Nous avions cherché à évaluer l'efficacité économique du dispositif issu de la réforme de 2008, en nous appuyant sur les études économétriques, et nous nous étions moins intéressés à la fraude et aux détournements éventuels. Notre mission avait conclu que le CIR était un dispositif efficace. L'IGF, d'ailleurs, a partagé notre conclusion et lui a attribué dans son rapport sur les niches fiscales la meilleure note en termes d'efficacité. Nous avions estimé qu'un euro de dépensé au titre du CIR suscitait une dépense de Recherche et Développement supplémentaire de un euro. Le mécanisme ne provoque donc pas d'effet d'aubaine. Des études économétriques ultérieures du ministère de la recherche en 2011 et 2014 ont confirmé ce résultat. D'autres études ont en outre estimé que l'effet de levier à long terme était encore supérieur, avec un effet multiplicatif. Notre mission a porté une appréciation positive sur la réforme de 2008, qui a assis le CIR sur le volume global de la dépense de R&D et non sur son évolution. Elle a simplifié son usage par les entreprises ainsi que sa lisibilité et a accru son caractère incitatif en facilitant son appropriation par les responsables opérationnels qui l'intègrent plus aisément dans le calcul de leurs budgets. En 2010, notre recul était certes limité, mais nous avions constaté une hausse des dépenses de R&D plus rapide que celle du PIB en dépit de la désindustrialisation. L'intensité de la R&D dans le PIB a atteint son niveau record en 2012. Une étude de janvier 2014 a confirmé depuis ces résultats.
Nous préconisions de veiller à la stabilité du dispositif. En cas de mesures d'économies budgétaires, nous indiquions qu'il était préférable de prendre des mesures horizontales, plutôt que de cibler les grandes entreprises. Rien n'indique que celles-ci sont moins sensibles au CIR. Les études postérieures menées en France n'ont pas prouvé non plus que les PME soient plus réactives au CIR, l'étude de Mulkay et Mairesse en 2011 aboutissant même plutôt à la conclusion inverse. Toutefois le nombre de grandes entreprises étant peu nombreuses, l'échantillon est de taille limitée et il est difficile de parvenir à une conclusion certaine. Nous nous étions prononcés également contre l'exclusion de certains secteurs, comme le secteur financier par exemple, de l'éligibilité au CIR. Rien n'indique que ces secteurs ne font pas de R&D ; de plus cela poserait des problèmes au regard du droit communautaire, sans parler des principes constitutionnels. Pour lutter contre la fraude nous proposions la suppression des taux majorés pour les nouveaux entrants et un lissage des seuils. En ce sens il pourrait être intéressant de supprimer le plafond tout en abaissant le taux du CIR. Nous nous étions également penchés sur les risques de fraude liés à la sous-traitance, la même dépense pouvant être déclarée à la fois par le donneur d'ordre et le sous-traitant. Nos discussions avaient été animées. Comme il s'agit d'une dépense fiscale à caractère incitatif, nous avions estimé qu'il fallait privilégier le donneur d'ordres, mais nous nous étions prononcés de manière conservatrice pour ne pas exclure les dépenses de R&D réalisées par les sous-traitants ; il est possible toutefois que les fraudes soient plus nombreuses dans cette configuration.

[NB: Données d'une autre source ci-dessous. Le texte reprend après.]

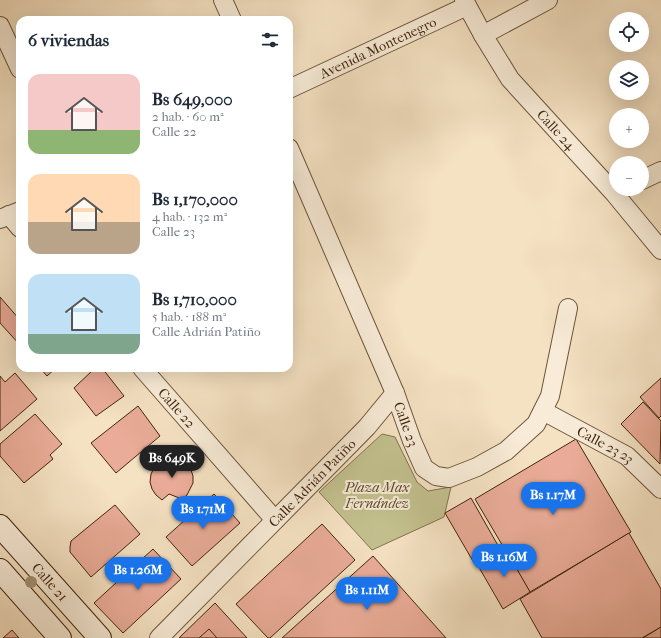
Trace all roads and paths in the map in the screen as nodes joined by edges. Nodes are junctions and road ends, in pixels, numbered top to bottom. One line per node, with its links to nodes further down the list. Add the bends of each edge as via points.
1 (223, 0): 4 (street)
2 (548, 0): 6 (street)
3 (465, 3): 6 (street, Calle 24); 8 (street, Avenida Montenegro)
4 (230, 16)
5 (0, 26): 7 (street)
6 (483, 35): 12 (street, Calle 24, via 510,79)
7 (16, 60)
8 (293, 87)
9 (293, 157): 17 (street, Calle 23)
10 (661, 171): 11 (street)
11 (649, 177)
12 (609, 182)
13 (622, 196): 14 (street, Calle 24)
14 (661, 250)
15 (568, 308): 18 (street, Calle 23, via 550,396)
16 (146, 372): 20 (street, Calle 22)
17 (395, 393): 18 (street, Calle 23, via 424,468 436,476 449,478 477,467 506,451 536,424); 20 (street, Calle Adrián Patiño, via 367,428)
18 (542, 411): 19 (street, Calle 23 23, via 627,456)
19 (661, 490)
20 (275, 520): 25 (street, Calle Adrián Patiño)
21 (0, 526): 24 (main road, Calle 21)
22 (0, 570): 23 (main road, Calle 21)
23 (60, 638)
24 (100, 638)
25 (159, 638)

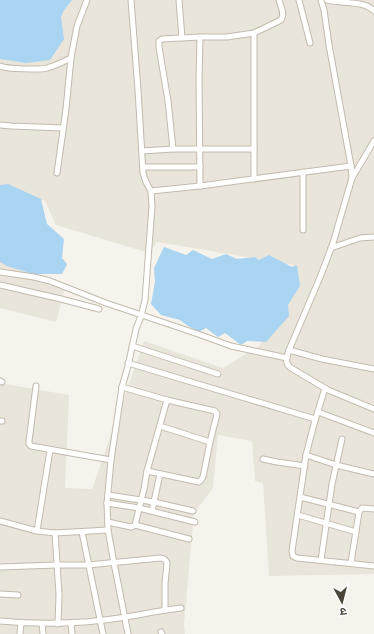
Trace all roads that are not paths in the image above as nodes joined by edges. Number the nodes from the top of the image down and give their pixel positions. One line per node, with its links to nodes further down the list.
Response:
1 (87, 0): 13 (street)
2 (130, 0): 21 (street)
3 (179, 0): 11 (street)
4 (279, 0): 9 (street)
5 (299, 0): 12 (street)
6 (321, 0): 22 (street)
7 (327, 0): 8 (street)
8 (373, 8)
9 (254, 33): 10 (street); 20 (street)
10 (200, 37): 11 (street); 19 (street)
11 (182, 38): 18 (street)
12 (310, 43)
13 (71, 58): 14 (street); 16 (street)
14 (0, 66)
15 (0, 124): 16 (street)
16 (62, 128): 26 (street)
17 (374, 141): 27 (street)
18 (174, 149): 19 (street); 21 (street)
19 (200, 149): 20 (street); 24 (street)
20 (254, 149): 28 (street)
21 (142, 151): 23 (street)
22 (351, 166): 25 (street); 27 (street)
23 (143, 167): 24 (street); 30 (street)
24 (200, 167): 29 (street)
25 (303, 172): 28 (street); 31 (street)
26 (57, 173)
27 (352, 178): 33 (street)
28 (254, 179): 29 (street)
29 (200, 186): 30 (street)
30 (151, 191): 37 (street)
31 (303, 230)
32 (374, 237): 33 (street)
33 (331, 248): 39 (street)
34 (0, 272): 37 (street)
35 (0, 285): 36 (street)
36 (99, 309)
37 (141, 316): 38 (street); 40 (street)
38 (132, 346): 41 (street); 43 (street)
39 (289, 350): 40 (street); 42 (street)
40 (287, 358): 46 (street)
41 (128, 365): 45 (street); 50 (street)
42 (374, 369)
43 (218, 374)
44 (36, 386): 55 (street)
45 (122, 387): 47 (street); 58 (street)
46 (325, 388): 48 (street); 49 (street)
47 (167, 400): 51 (street); 54 (street)
48 (374, 409)
49 (318, 412): 50 (street); 52 (street)
50 (314, 424): 56 (street)
51 (160, 426): 54 (street); 61 (street)
52 (374, 433)
53 (342, 439): 59 (street)
54 (210, 442): 62 (street)
55 (50, 450): 58 (street); 81 (street)
56 (306, 455): 59 (street); 60 (street)
57 (263, 459): 60 (street)
58 (112, 460): 64 (street)
59 (336, 465): 63 (street); 69 (street)
60 (305, 466): 65 (street)
61 (147, 471): 62 (street); 66 (street)
62 (160, 474): 67 (street)
63 (374, 474)
64 (108, 495): 66 (street); 68 (street)
65 (300, 497): 69 (street); 75 (street)
66 (141, 499): 67 (street); 70 (street)
67 (154, 502): 72 (street); 73 (street)
68 (107, 503): 70 (street); 80 (street)
69 (330, 504): 74 (street); 78 (street)
70 (139, 508): 72 (street); 79 (street)
71 (374, 509): 74 (street)
72 (152, 511): 77 (street)
73 (193, 511)
74 (359, 512): 83 (street)
75 (298, 515): 78 (street); 86 (street)
76 (0, 521): 81 (street)
77 (195, 522)
78 (326, 524): 83 (street); 86 (street)
79 (135, 525): 80 (street); 85 (street)
80 (108, 526): 82 (street); 87 (street)
81 (37, 530): 84 (street)
82 (82, 532): 84 (street); 90 (street)
83 (356, 532): 88 (street)
84 (55, 533): 89 (street)
85 (189, 539)
86 (320, 560): 88 (street)
87 (114, 563): 90 (street); 96 (street); 97 (street)
88 (351, 563): 91 (street)
89 (57, 565): 90 (street); 92 (street); 102 (street)
90 (88, 565): 99 (street)
91 (374, 566)
92 (0, 567)
93 (0, 594): 94 (street)
94 (18, 595)
95 (180, 608): 96 (street)
96 (166, 610): 97 (street)
97 (126, 618): 99 (street); 108 (street)
98 (0, 621): 100 (street)
99 (100, 621): 103 (street); 107 (street)
100 (21, 623): 101 (street); 104 (street)
101 (42, 624): 102 (street); 105 (street)
102 (58, 624): 103 (street)
103 (71, 624): 106 (street)
104 (20, 634)
105 (42, 634)
106 (72, 634)
107 (103, 634)
108 (128, 634)

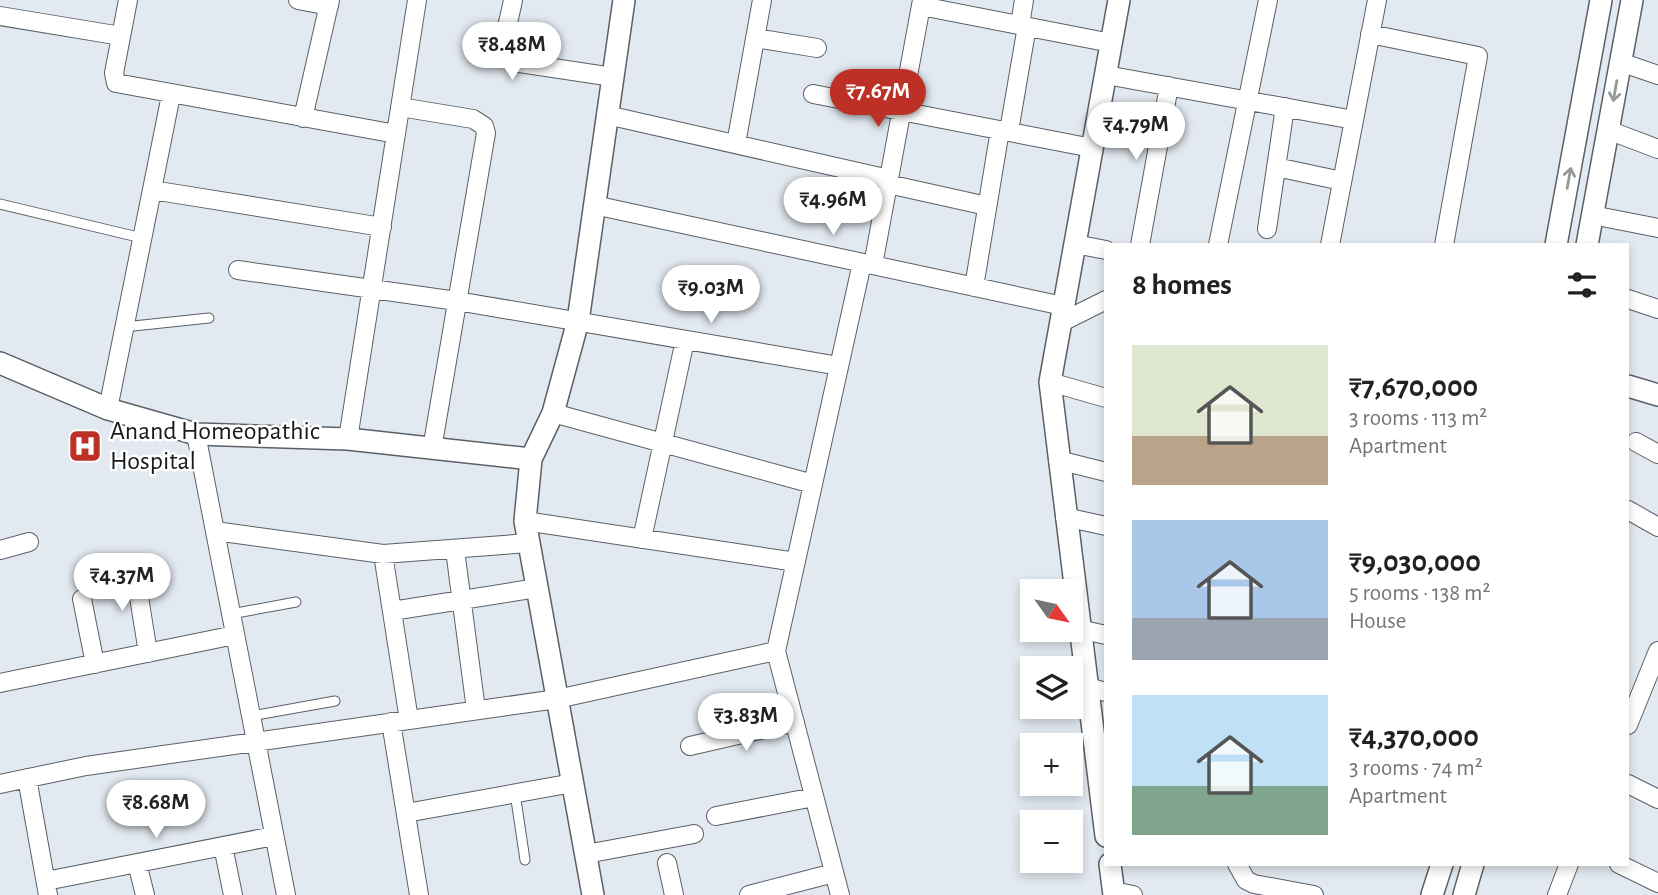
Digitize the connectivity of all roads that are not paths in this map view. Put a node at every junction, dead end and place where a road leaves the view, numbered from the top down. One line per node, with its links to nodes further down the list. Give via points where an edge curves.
1 (128, 0): 18 (street)
2 (298, 0): 13 (street)
3 (417, 0): 30 (street)
4 (513, 0): 25 (street, via 505,47 513,62)
5 (624, 0): 25 (street)
6 (762, 0): 19 (street)
7 (1024, 0): 16 (street)
8 (1119, 0): 20 (street)
9 (1268, 0): 29 (street)
10 (1377, 0): 17 (street)
11 (1601, 0): 58 (street, one-way to 11)
12 (1632, 0): 22 (street)
13 (330, 3): 34 (street)
14 (921, 3): 16 (street); 32 (street)
15 (0, 16): 18 (street)
16 (1023, 26): 20 (street); 37 (street)
17 (1370, 34): 35 (street); 57 (street, via 1478,56)
18 (121, 36): 27 (street, via 116,83)
19 (755, 38): 21 (street); 39 (street)
20 (1111, 43): 23 (street)
21 (817, 48)
22 (1620, 62): 24 (street); 36 (street, one-way to 36)
23 (1106, 75): 26 (street); 40 (street)
24 (1658, 75)
25 (612, 78): 33 (street)
26 (1169, 86): 29 (street); 54 (street)
27 (171, 94): 34 (street); 45 (street)
28 (813, 94): 32 (street)
29 (1247, 100): 31 (street); 55 (street)
30 (400, 107): 38 (street); 67 (street, via 473,119 484,126)
31 (1285, 107): 35 (street); 42 (street)
32 (901, 110): 37 (street); 43 (street)
33 (607, 115): 39 (street); 47 (street)
34 (303, 118): 38 (street)
35 (1354, 120): 44 (street)
36 (1608, 130): 41 (street); 49 (street)
37 (1005, 131): 40 (street); 48 (street)
38 (396, 134): 50 (street)
39 (737, 144): 43 (street)
40 (1092, 148): 60 (street)
41 (1658, 149)
42 (1276, 167): 44 (street); 52 (street)
43 (888, 181): 48 (street); 62 (street)
44 (1342, 181): 56 (street)
45 (152, 190): 50 (street); 53 (street)
46 (0, 204): 53 (lane)
47 (594, 205): 62 (street); 72 (street)
48 (987, 206): 64 (street)
49 (1592, 215): 51 (street); 59 (street)
50 (382, 227): 65 (street)
51 (1658, 228)
52 (1266, 229)
53 (142, 238): 73 (street)
54 (1140, 243)
55 (1218, 243)
56 (1330, 243)
57 (1444, 243)
58 (1556, 243)
59 (1587, 243)
60 (1075, 244): 61 (street); 70 (street)
61 (1104, 250)
62 (867, 264): 64 (street); 76 (street)
63 (238, 270): 65 (street)
64 (974, 287): 70 (street)
65 (372, 288): 67 (street); 84 (street)
66 (1629, 299): 69 (street)
67 (457, 301): 72 (street); 87 (street)
68 (1104, 301): 70 (street)
69 (1658, 309)
70 (1062, 315): 77 (street)
71 (209, 318): 73 (lane)
72 (578, 321): 74 (street); 82 (street)
73 (124, 327): 81 (street)
74 (685, 340): 76 (street); 86 (street)
75 (0, 363): 81 (street)
76 (839, 366): 92 (street)
77 (1049, 382): 80 (street); 90 (street)
78 (1629, 386): 79 (street)
79 (1658, 395)
80 (1104, 397)
81 (108, 410): 83 (street)
82 (553, 413): 86 (street); 89 (street)
83 (196, 434): 84 (street); 98 (street)
84 (348, 439): 87 (street)
85 (1636, 442): 88 (street)
86 (663, 443): 92 (street); 99 (street)
87 (432, 449): 89 (street)
88 (1658, 454)
89 (531, 459): 95 (street)
90 (1058, 460): 91 (street); 94 (street)
91 (1104, 472)
92 (813, 484): 105 (street)
93 (1629, 511): 97 (street)
94 (1065, 517): 96 (street); 107 (street)
95 (525, 520): 99 (street); 101 (street)
96 (1104, 526)
97 (1658, 527)
98 (215, 531): 104 (street); 113 (street)
99 (642, 539): 105 (street)
100 (29, 542): 102 (street)
101 (529, 542): 103 (street); 108 (street)
102 (0, 550)
103 (455, 550): 104 (street); 110 (street)
104 (383, 554): 112 (street)
105 (796, 562): 118 (street)
106 (134, 566): 120 (street)
107 (1073, 579)
108 (537, 588): 110 (street); 124 (street)
109 (82, 599): 121 (street)
110 (460, 599): 112 (street); 126 (street)
111 (296, 602): 113 (lane)
112 (392, 611): 128 (street)
113 (231, 614): 115 (street)
114 (1083, 630): 116 (street)
115 (235, 635): 120 (street); 127 (street)
116 (1104, 635)
117 (1083, 642): 123 (street)
118 (776, 652): 124 (street); 130 (street)
119 (1658, 652): 131 (street)
120 (148, 653): 121 (street)
121 (95, 664): 122 (street)
122 (0, 683)
123 (1096, 690): 141 (street)
124 (557, 699): 126 (street); 135 (street)
125 (335, 701): 127 (lane)
126 (476, 710): 128 (street)
127 (251, 716): 132 (street)
128 (409, 720): 129 (street)
129 (391, 722): 132 (street); 142 (street)
130 (795, 722): 133 (street); 139 (street)
131 (1629, 723)
132 (256, 742): 134 (street); 145 (street)
133 (690, 746)
134 (27, 778): 136 (street); 159 (street)
135 (573, 783): 138 (street); 147 (street)
136 (0, 784)
137 (1629, 784): 140 (street)
138 (515, 793): 142 (street); 148 (lane)
139 (814, 797): 143 (street); 157 (street)
140 (1658, 799)
141 (1104, 812)
142 (406, 813): 164 (street)
143 (716, 816)
144 (694, 834): 147 (street)
145 (274, 836): 146 (street); 163 (street)
146 (223, 846): 149 (street); 162 (street)
147 (586, 854): 165 (street)
148 (525, 860)
149 (137, 863): 159 (street); 161 (street)
150 (667, 863): 166 (street)
151 (1111, 866): 160 (street)
152 (1238, 866): 169 (street, via 1254,884)
153 (1441, 866): 170 (street)
154 (1472, 866): 171 (street)
155 (1568, 866): 172 (street)
156 (1623, 866): 158 (street)
157 (834, 873): 167 (street); 168 (street)
158 (1658, 883)
159 (47, 888)
160 (1120, 894)
161 (145, 895)
162 (233, 895)
163 (286, 895)
164 (419, 895)
165 (593, 895)
166 (674, 895)
167 (749, 895)
168 (840, 895)
169 (1314, 895)
170 (1432, 895)
171 (1464, 895)
172 (1557, 895)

Enfin nous invitions le ministère de la recherche à augmenter le nombre d'experts scientifiques, à mieux les former et à promouvoir le dialogue direct avec les entreprises. Des progrès ont été accomplis : une convention a été signée, le nombre d'experts a augmenté, même si leur hausse n'est pas à la hauteur de l'augmentation du nombre d'entreprises bénéficiaires du CIR. Il existe toujours une pénurie d'experts scientifiques, ce qui confronte Bercy à un dilemme : soit ne pas vérifier, soit, ce qui est pire, s'aventurer sur le terrain scientifique.